While most commentators have taken this ‘encouragement’ to be for IPOs, there is no reason why established companies could not adopt charter and bylaw changes that would introduce mandatory arbitration. Such provisions would be unlikely to pass except in a company with a controlling shareholder, but there are plenty of those.
Piwowar is, of course, not outlining SEC policy, but the reference to IPOs and new SEC chairman Jay Clayton’s avowal to ease public listing for companies is not a coincidence.
Furthermore, Clayton’s former firm was the defence firm for a large number of class action lawsuits and it might be assumed that he would not want to deprive them of such lucrative business opportunities. They may not get a percentage of the settlement, like the plaintiff firm, but they do get paid.

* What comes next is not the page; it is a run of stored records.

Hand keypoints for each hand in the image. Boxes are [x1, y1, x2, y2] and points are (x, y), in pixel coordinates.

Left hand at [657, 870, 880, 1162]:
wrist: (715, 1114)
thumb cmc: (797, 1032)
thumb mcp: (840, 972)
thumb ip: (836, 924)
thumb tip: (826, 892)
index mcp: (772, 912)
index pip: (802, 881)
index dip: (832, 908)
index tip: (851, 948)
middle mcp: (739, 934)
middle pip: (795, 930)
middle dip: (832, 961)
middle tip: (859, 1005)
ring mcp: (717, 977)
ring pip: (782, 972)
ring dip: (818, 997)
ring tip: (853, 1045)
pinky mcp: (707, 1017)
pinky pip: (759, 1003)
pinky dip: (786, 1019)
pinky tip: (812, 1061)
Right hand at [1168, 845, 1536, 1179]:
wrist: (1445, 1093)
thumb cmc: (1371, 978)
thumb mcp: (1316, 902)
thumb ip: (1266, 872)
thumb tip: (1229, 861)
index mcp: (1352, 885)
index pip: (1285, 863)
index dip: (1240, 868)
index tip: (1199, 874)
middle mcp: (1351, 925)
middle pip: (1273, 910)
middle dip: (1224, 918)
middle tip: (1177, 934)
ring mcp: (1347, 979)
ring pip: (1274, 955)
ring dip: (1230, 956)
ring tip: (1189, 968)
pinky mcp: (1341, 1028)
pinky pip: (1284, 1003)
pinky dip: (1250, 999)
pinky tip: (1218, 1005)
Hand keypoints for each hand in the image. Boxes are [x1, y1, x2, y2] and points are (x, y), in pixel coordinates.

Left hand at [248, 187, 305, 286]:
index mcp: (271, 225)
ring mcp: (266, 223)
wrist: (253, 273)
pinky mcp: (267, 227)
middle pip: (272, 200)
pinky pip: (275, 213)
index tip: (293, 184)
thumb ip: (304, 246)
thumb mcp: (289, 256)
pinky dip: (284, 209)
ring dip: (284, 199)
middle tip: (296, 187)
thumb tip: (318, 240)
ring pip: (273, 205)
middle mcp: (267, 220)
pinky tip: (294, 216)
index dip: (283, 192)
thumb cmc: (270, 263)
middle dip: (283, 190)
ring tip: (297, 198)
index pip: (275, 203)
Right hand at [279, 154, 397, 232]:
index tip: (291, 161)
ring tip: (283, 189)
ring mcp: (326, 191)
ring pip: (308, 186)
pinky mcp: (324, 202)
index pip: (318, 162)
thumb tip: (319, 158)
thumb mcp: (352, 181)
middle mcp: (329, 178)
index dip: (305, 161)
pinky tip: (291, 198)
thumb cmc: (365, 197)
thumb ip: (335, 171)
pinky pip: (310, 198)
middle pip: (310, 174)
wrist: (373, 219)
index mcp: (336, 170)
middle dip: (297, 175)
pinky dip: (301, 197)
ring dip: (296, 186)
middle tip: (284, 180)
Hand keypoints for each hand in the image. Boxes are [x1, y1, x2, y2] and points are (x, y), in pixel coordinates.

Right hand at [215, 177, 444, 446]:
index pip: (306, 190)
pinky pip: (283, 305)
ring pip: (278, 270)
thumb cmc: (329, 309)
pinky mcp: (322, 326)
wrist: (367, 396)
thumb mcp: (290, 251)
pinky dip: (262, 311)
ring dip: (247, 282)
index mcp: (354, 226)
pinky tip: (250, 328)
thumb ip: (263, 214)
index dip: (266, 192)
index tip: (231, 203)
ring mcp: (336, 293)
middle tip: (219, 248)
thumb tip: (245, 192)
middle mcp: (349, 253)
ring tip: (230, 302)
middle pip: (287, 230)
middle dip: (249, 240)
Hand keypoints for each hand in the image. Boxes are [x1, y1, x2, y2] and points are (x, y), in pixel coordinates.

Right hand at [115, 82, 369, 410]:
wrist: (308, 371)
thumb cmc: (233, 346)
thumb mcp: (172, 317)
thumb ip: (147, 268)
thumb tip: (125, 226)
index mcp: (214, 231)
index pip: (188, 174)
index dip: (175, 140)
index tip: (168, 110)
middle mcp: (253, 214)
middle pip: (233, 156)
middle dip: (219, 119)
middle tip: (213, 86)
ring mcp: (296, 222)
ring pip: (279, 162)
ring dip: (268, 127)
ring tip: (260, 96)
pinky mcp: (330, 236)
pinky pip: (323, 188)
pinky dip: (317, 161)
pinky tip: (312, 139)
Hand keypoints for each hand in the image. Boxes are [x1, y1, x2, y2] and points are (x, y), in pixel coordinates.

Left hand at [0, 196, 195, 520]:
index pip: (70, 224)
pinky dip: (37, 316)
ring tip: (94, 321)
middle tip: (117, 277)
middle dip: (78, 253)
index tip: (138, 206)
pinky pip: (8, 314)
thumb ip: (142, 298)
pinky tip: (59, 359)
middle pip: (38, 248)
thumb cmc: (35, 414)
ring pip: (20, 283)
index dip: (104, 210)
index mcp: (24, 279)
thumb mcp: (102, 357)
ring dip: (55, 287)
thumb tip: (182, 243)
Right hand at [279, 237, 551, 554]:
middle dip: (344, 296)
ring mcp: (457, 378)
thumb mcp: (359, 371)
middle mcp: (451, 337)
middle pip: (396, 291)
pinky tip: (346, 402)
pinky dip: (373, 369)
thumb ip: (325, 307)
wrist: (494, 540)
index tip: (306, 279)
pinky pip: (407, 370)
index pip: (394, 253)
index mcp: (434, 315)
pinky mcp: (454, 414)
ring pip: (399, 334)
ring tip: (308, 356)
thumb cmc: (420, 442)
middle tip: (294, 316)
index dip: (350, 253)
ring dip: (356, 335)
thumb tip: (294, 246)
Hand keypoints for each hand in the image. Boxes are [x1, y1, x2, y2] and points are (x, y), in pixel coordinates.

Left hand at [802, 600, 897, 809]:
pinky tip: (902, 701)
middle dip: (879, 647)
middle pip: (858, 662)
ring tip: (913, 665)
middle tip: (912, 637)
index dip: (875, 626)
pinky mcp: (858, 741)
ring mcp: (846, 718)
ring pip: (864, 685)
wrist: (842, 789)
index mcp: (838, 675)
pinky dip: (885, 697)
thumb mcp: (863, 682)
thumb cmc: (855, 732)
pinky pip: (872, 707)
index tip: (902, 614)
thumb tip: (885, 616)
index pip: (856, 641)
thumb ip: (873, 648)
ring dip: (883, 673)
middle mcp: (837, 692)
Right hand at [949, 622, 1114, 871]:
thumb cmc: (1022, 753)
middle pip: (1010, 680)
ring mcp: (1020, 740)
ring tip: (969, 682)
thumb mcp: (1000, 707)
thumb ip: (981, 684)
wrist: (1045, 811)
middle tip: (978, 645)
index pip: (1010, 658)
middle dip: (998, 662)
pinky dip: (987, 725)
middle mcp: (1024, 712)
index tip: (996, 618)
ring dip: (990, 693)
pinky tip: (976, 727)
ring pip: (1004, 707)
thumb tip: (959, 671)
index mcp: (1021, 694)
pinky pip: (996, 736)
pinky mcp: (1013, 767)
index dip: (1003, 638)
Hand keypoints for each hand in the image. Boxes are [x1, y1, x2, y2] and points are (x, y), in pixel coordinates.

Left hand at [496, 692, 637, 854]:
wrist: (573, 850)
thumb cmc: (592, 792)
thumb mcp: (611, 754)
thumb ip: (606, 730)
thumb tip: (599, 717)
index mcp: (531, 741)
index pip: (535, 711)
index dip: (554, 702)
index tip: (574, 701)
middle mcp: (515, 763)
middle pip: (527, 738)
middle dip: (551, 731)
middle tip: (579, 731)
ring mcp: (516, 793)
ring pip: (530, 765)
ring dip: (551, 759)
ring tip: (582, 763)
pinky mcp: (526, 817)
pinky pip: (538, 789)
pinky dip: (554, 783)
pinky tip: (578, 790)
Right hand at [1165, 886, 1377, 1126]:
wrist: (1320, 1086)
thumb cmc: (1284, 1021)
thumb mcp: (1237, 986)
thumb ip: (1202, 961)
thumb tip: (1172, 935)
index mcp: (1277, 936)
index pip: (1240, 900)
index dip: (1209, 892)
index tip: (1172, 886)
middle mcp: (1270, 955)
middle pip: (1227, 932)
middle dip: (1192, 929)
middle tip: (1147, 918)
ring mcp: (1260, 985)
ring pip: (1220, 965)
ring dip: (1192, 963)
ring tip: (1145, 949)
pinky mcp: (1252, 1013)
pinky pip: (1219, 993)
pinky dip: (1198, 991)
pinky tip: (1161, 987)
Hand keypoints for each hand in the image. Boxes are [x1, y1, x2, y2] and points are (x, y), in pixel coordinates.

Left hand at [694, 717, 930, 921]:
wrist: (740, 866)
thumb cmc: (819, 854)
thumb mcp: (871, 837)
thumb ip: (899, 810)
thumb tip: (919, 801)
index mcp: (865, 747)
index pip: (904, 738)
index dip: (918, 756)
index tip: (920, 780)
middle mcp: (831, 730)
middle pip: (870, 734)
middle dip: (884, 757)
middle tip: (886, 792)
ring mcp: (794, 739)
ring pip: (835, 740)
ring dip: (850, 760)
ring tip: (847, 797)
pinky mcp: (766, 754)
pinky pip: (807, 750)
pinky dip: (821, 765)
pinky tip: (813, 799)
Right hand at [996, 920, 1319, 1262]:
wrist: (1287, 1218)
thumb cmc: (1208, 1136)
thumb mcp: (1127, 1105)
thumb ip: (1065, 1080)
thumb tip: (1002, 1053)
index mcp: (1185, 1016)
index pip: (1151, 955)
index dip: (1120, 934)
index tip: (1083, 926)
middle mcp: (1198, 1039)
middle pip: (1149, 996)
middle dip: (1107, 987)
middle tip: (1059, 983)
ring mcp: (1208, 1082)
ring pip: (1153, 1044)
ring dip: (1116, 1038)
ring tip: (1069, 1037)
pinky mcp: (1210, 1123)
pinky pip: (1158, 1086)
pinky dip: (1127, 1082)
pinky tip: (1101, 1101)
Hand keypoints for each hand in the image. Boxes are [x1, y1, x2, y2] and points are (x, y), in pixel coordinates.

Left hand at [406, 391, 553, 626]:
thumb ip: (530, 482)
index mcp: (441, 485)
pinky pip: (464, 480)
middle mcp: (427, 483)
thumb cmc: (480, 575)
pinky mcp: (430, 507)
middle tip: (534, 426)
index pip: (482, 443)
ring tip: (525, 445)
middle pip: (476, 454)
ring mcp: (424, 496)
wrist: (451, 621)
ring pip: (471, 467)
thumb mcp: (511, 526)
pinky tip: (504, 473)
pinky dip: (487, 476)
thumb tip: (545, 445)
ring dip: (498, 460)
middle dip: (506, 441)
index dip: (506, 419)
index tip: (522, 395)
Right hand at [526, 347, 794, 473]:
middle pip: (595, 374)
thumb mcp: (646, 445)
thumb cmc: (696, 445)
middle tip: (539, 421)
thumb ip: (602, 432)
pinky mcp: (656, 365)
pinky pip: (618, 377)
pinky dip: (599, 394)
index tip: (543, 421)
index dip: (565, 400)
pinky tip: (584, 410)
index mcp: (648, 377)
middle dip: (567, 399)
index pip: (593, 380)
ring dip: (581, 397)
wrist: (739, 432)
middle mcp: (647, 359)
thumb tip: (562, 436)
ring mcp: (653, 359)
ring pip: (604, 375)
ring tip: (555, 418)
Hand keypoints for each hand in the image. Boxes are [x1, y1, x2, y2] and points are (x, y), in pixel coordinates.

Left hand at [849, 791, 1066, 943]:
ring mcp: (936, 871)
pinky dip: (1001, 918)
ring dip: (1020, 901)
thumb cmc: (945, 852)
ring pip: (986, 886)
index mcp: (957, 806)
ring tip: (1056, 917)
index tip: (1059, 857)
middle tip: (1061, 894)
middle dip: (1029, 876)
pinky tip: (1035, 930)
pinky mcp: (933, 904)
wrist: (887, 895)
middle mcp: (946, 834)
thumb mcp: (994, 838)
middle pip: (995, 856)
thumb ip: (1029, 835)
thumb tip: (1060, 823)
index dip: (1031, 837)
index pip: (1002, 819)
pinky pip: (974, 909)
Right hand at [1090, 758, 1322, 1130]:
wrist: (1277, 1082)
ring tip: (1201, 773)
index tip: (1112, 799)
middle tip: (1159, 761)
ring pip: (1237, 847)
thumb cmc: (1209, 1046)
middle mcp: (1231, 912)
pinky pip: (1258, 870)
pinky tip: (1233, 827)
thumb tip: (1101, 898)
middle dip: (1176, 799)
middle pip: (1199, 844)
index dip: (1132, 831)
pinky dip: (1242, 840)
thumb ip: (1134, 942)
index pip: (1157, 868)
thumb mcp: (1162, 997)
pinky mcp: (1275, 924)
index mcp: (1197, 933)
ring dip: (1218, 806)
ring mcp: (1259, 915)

And this is not the only fight over mandatory arbitration currently brewing. Republicans were outraged when the US Consumer Financial Protection Bureau, under the direction of Obama appointee Richard Cordray, adopted rules banning banks and credit card companies from blocking customers from participating in class actions. That rule is now under threat from the Trump administration.
Not just lawyers, but investors have reacted unfavourably. A recent Council of Institutional Investors (CII) Governance Alert noted that: “A CII policy, adopted in 2012, says companies should not attempt to bar shareowners from the courts through the introduction of forced arbitration clauses.”The Alert, and much of the media coverage of the speech, makes reference to the last time a public offering attempted to include an arbitration clause, in 2012, when asset manager Carlyle Group amended its registration statement for the sale of common units to the public.
The amendment “prohibited unit holders from having access to the courts and required each holder to engage in arbitration individually and not as part of a class,” said the Alert. When the SEC made some difficulties, the Carlyle Group removed the amendment.
The CII also pointed to a number of unsuccessful shareholder proposals, for example at Gannett, Google and Pfizer, that would have required shareholders to “arbitrate federal securities claims”, introduced because of the high costs associated with litigation that shareowners must pay for ultimately. Interestingly, Google shareholders, including, of course, the controlling shareholders, voted the proposal down.
Some commentators don’t think Piwowar will get far with this and that he was just mouthing off. There has been no mention of it in Congress, not even in the Financial CHOICE Act, and most note that Clayton has not addressed the issue publicly; though he has expressed a fondness for the “quiet shareholder”.
Some observers believe that Piwowar sees his job as floating extreme ideas to provide some cover for less extreme, but still shareholder unfriendly, actions by Clayton. If Clayton were to pursue this idea, it would not only be inconsistent not only with long standing SEC policy, but also inconsistent with the federal securities laws; though recent Supreme Court decisions have drawn this into question.
On the other hand, another securities lawyer I spoke to said: “Depending on how the arbitration clause is written, it could run foul of state law. Delaware corporate law, for example, prevents fee-shifting in matters concerning the internal affairs of the company, such as a breach of fiduciary duty cases, which is an aspect of many arbitration provisions. Moreover,” he added, “if the SEC allowed mandatory arbitration clauses in their charters that would be a significant change from previous positions.”